→ **Task objective**
Write the data out again exactly and in full.
◆ ◆ ◆ ◆ ◆ ◆ ◆
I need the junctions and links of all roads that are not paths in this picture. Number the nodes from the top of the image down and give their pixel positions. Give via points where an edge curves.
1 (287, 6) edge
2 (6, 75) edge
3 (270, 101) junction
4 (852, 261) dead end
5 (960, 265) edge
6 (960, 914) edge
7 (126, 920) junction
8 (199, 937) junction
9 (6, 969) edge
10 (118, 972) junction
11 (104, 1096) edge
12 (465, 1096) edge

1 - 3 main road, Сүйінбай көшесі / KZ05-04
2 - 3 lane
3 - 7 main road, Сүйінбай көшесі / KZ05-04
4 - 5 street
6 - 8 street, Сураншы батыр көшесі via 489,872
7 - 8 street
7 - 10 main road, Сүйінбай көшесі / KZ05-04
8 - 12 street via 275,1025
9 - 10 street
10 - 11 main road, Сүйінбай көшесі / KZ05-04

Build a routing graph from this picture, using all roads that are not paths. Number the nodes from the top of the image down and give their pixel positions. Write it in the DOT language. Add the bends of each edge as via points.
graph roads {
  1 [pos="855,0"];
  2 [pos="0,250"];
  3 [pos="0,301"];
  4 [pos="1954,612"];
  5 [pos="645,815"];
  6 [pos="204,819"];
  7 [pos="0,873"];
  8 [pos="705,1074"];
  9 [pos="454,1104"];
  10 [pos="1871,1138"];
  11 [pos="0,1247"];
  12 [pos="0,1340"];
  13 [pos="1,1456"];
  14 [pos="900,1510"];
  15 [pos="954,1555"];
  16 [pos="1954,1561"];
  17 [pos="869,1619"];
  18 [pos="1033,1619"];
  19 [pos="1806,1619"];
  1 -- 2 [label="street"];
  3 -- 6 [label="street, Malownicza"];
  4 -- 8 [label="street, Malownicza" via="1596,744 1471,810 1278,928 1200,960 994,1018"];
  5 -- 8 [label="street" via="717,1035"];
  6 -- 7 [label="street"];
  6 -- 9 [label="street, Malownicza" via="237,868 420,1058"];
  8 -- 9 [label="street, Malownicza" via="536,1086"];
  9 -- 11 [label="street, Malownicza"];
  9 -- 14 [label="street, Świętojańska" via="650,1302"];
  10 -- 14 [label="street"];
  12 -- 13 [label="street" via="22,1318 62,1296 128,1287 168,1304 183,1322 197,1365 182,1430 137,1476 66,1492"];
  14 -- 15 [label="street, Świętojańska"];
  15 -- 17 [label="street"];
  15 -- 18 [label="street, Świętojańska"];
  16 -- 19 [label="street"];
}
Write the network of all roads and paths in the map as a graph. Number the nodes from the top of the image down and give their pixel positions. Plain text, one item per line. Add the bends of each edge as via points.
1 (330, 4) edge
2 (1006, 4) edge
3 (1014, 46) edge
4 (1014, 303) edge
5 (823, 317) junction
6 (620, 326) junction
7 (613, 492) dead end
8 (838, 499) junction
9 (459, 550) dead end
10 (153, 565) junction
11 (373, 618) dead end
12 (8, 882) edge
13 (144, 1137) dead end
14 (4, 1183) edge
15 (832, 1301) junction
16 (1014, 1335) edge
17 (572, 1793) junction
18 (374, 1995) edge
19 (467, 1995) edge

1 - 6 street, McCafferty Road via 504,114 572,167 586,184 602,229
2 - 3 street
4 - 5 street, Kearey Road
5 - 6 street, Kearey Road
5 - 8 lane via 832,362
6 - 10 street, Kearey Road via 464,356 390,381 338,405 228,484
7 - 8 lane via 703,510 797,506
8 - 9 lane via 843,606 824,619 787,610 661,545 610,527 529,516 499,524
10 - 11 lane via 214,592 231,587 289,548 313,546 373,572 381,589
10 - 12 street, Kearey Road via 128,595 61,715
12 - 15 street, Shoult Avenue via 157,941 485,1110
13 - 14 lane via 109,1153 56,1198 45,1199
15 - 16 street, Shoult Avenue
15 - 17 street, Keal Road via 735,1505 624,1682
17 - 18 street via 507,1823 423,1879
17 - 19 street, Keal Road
◆ ◆ ◆ ◆ ◆ ◆ ◆
→ **Result of the exercise**
I need the junctions and links of all roads that are not paths in this picture. Number the nodes from the top of the image down and give their pixel positions. Give via points where an edge curves.
1 (287, 6) edge
2 (6, 75) edge
3 (270, 101) junction
4 (852, 261) dead end
5 (960, 265) edge
6 (960, 914) edge
7 (126, 920) junction
8 (199, 937) junction
9 (6, 969) edge
10 (118, 972) junction
11 (104, 1096) edge
12 (465, 1096) edge

1 - 3 main road, Сүйінбай көшесі / KZ05-04
2 - 3 lane
3 - 7 main road, Сүйінбай көшесі / KZ05-04
4 - 5 street
6 - 8 street, Сураншы батыр көшесі via 489,872
7 - 8 street
7 - 10 main road, Сүйінбай көшесі / KZ05-04
8 - 12 street via 275,1025
9 - 10 street
10 - 11 main road, Сүйінбай көшесі / KZ05-04

Build a routing graph from this picture, using all roads that are not paths. Number the nodes from the top of the image down and give their pixel positions. Write it in the DOT language. Add the bends of each edge as via points.
graph roads {
  1 [pos="855,0"];
  2 [pos="0,250"];
  3 [pos="0,301"];
  4 [pos="1954,612"];
  5 [pos="645,815"];
  6 [pos="204,819"];
  7 [pos="0,873"];
  8 [pos="705,1074"];
  9 [pos="454,1104"];
  10 [pos="1871,1138"];
  11 [pos="0,1247"];
  12 [pos="0,1340"];
  13 [pos="1,1456"];
  14 [pos="900,1510"];
  15 [pos="954,1555"];
  16 [pos="1954,1561"];
  17 [pos="869,1619"];
  18 [pos="1033,1619"];
  19 [pos="1806,1619"];
  1 -- 2 [label="street"];
  3 -- 6 [label="street, Malownicza"];
  4 -- 8 [label="street, Malownicza" via="1596,744 1471,810 1278,928 1200,960 994,1018"];
  5 -- 8 [label="street" via="717,1035"];
  6 -- 7 [label="street"];
  6 -- 9 [label="street, Malownicza" via="237,868 420,1058"];
  8 -- 9 [label="street, Malownicza" via="536,1086"];
  9 -- 11 [label="street, Malownicza"];
  9 -- 14 [label="street, Świętojańska" via="650,1302"];
  10 -- 14 [label="street"];
  12 -- 13 [label="street" via="22,1318 62,1296 128,1287 168,1304 183,1322 197,1365 182,1430 137,1476 66,1492"];
  14 -- 15 [label="street, Świętojańska"];
  15 -- 17 [label="street"];
  15 -- 18 [label="street, Świętojańska"];
  16 -- 19 [label="street"];
}
Write the network of all roads and paths in the map as a graph. Number the nodes from the top of the image down and give their pixel positions. Plain text, one item per line. Add the bends of each edge as via points.
1 (330, 4) edge
2 (1006, 4) edge
3 (1014, 46) edge
4 (1014, 303) edge
5 (823, 317) junction
6 (620, 326) junction
7 (613, 492) dead end
8 (838, 499) junction
9 (459, 550) dead end
10 (153, 565) junction
11 (373, 618) dead end
12 (8, 882) edge
13 (144, 1137) dead end
14 (4, 1183) edge
15 (832, 1301) junction
16 (1014, 1335) edge
17 (572, 1793) junction
18 (374, 1995) edge
19 (467, 1995) edge

1 - 6 street, McCafferty Road via 504,114 572,167 586,184 602,229
2 - 3 street
4 - 5 street, Kearey Road
5 - 6 street, Kearey Road
5 - 8 lane via 832,362
6 - 10 street, Kearey Road via 464,356 390,381 338,405 228,484
7 - 8 lane via 703,510 797,506
8 - 9 lane via 843,606 824,619 787,610 661,545 610,527 529,516 499,524
10 - 11 lane via 214,592 231,587 289,548 313,546 373,572 381,589
10 - 12 street, Kearey Road via 128,595 61,715
12 - 15 street, Shoult Avenue via 157,941 485,1110
13 - 14 lane via 109,1153 56,1198 45,1199
15 - 16 street, Shoult Avenue
15 - 17 street, Keal Road via 735,1505 624,1682
17 - 18 street via 507,1823 423,1879
17 - 19 street, Keal Road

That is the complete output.